Четким шагом, продолжая держать руку у козырька, мичман подошел к Рудневу.
— Господин капитан первого ранга. По распоряжению старшего офицера крейсера спешно и без всяких чрезвычайных происшествий доставил вам экстренное письмо консула в Чемульпо.
Руднев торопливо вскрыл пакет и пробежал глазами препроводительное письмо консула, немного дивясь его нескладности:
«Императорский вице-консул в Чемульпо, командиру крейсера „Варяг“, № 23, 27 января 1904 года. По просьбе японского консула в Чемульпо препровождаю к вашему высокоблагородию письмо японского контр-адмирала Уриу.
Вице-консул Поляновский».
Руднев нетерпеливо разорвал желтоватый конверт из плотной добротной бумаги, на которой не было написано никакого адреса. Письмо адмирала было коротким:
«ЕГО ИМПЕРАТОРСКОГО ВЕЛИЧЕСТВА
КОРАБЛЬ „НАНИВА“.
26 января (8феврая)1904 г.
Сэр,
Ввиду существующих в настоящее время враждебных действий между правительствами Японии и России, я почтительнейше прошу Вас покинуть порт Чемульпо с силами, состоящими под Вашей командой, до полдня 27 января (9 февраля) 1904 г.
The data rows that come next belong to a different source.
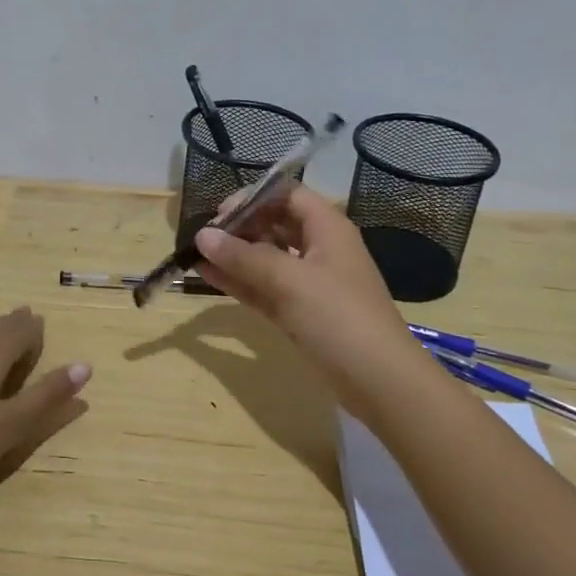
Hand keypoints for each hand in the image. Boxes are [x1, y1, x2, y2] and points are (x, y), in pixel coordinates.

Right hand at [194, 185, 417, 406]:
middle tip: (205, 239)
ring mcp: (310, 283)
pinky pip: (265, 287)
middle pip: (275, 224)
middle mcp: (319, 248)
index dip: (254, 197)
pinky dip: (240, 281)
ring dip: (234, 256)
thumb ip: (243, 256)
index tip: (220, 214)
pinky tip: (209, 277)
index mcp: (327, 228)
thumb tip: (202, 235)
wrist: (379, 380)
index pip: (287, 195)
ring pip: (267, 258)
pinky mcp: (300, 312)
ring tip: (196, 256)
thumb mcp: (288, 280)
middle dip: (239, 227)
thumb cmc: (337, 316)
В противном случае я буду обязан открыть против Вас огонь в порту.
Имею честь быть Вашим покорнейшим слугой.
С. УРИУ, контр-адмирал, командующий эскадрой
Императорского Японского флота.
Старшему из русских офицеров».
Руднев прочел письмо несколько раз про себя, потом громко огласил его. Командир «Варяга» имел совсем спокойный вид, и только неожиданно забившаяся жилка на виске говорила о его волнении. Посмотрев на свои часы, он сказал:
— Сейчас половина десятого. Письмо датировано вчерашним днем. Трудно предположить, чтобы Уриу не имел возможности доставить мне свое уведомление если не вчера, то хотя бы сегодня, но значительно раньше. Вызов более чем дерзок, но я принимаю его.